I'm tempted to say yes and I generally agree, users should keep a consistent experience. However, if we really do this, we can hardly implement any log rotation, which at some point will cause issues. That's why I think we should rely on Docker logging capabilities instead. In Docker the logging driver is journald, so journald is responsible for collecting and storing logs. So basically just use e.g for a monitor "journalctl -u ceph-mon" to get the full history of all the logs. In the end, I think this is the best approach. Although, this will require some documentation on how to access a log history from a particular container. What do you think?

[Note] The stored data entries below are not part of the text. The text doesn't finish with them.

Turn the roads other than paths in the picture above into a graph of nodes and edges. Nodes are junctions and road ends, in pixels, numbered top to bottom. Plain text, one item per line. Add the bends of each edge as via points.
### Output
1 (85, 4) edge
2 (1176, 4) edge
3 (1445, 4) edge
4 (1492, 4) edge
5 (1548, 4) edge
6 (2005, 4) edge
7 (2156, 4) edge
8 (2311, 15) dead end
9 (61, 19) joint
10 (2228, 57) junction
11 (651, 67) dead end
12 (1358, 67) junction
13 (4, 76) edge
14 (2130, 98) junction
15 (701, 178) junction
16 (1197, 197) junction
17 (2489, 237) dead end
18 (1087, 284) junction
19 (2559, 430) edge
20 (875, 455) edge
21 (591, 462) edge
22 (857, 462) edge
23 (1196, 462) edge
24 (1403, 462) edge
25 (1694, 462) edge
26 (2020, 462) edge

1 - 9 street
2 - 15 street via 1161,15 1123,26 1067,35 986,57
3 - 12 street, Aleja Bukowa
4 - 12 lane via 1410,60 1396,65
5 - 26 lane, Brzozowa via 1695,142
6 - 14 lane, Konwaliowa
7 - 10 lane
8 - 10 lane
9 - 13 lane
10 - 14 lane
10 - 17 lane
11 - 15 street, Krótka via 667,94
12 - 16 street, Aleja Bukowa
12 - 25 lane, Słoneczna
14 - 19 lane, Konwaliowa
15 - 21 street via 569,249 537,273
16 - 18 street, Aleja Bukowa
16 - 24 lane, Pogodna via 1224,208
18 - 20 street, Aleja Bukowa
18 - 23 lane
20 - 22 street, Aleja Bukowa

discussed at program meeting... need doc approval from Gregory and should have by the end of today which will resolve this bug
Ok
Just added a couple of comments.
The only difference between the logs from "journalctl" and "daemon logs inside the container" is that journalctl shows the output of the container entrypoint AND the daemon logs. Normally you should see the same log once the daemon start (inside the container and from journalctl). I tend to disagree with the statement "we loose the logs from journalctl if the container dies/restart" this is not what I observed. Even if a new container is created after each restart, the unit file remains the same, thus the entry log from journalctl will remain. Running journalctl -u ceph-osd gives you ALL the container processes/logs that once existed. If you look at the date, you are comparing the creation of the first container (journalctl source) May 19 16:58:49 with your last logs of your last container: 2017-06-07. This is irrelevant. Run journalctl -uf ceph-osd and you will see the last logs.
Based on Comment #21, verified doc text. Looks good to me. one suggestion we for all commands in section 'Viewing Log Files of Containerized Ceph Daemons' we can drop 'service' writted at end e.g. journalctl -u ceph-[daemon]@[ID].service can be journalctl -u ceph-[daemon]@[ID] Both commands are valid so if you dont want to change and move it to verified then no issues.
lgtm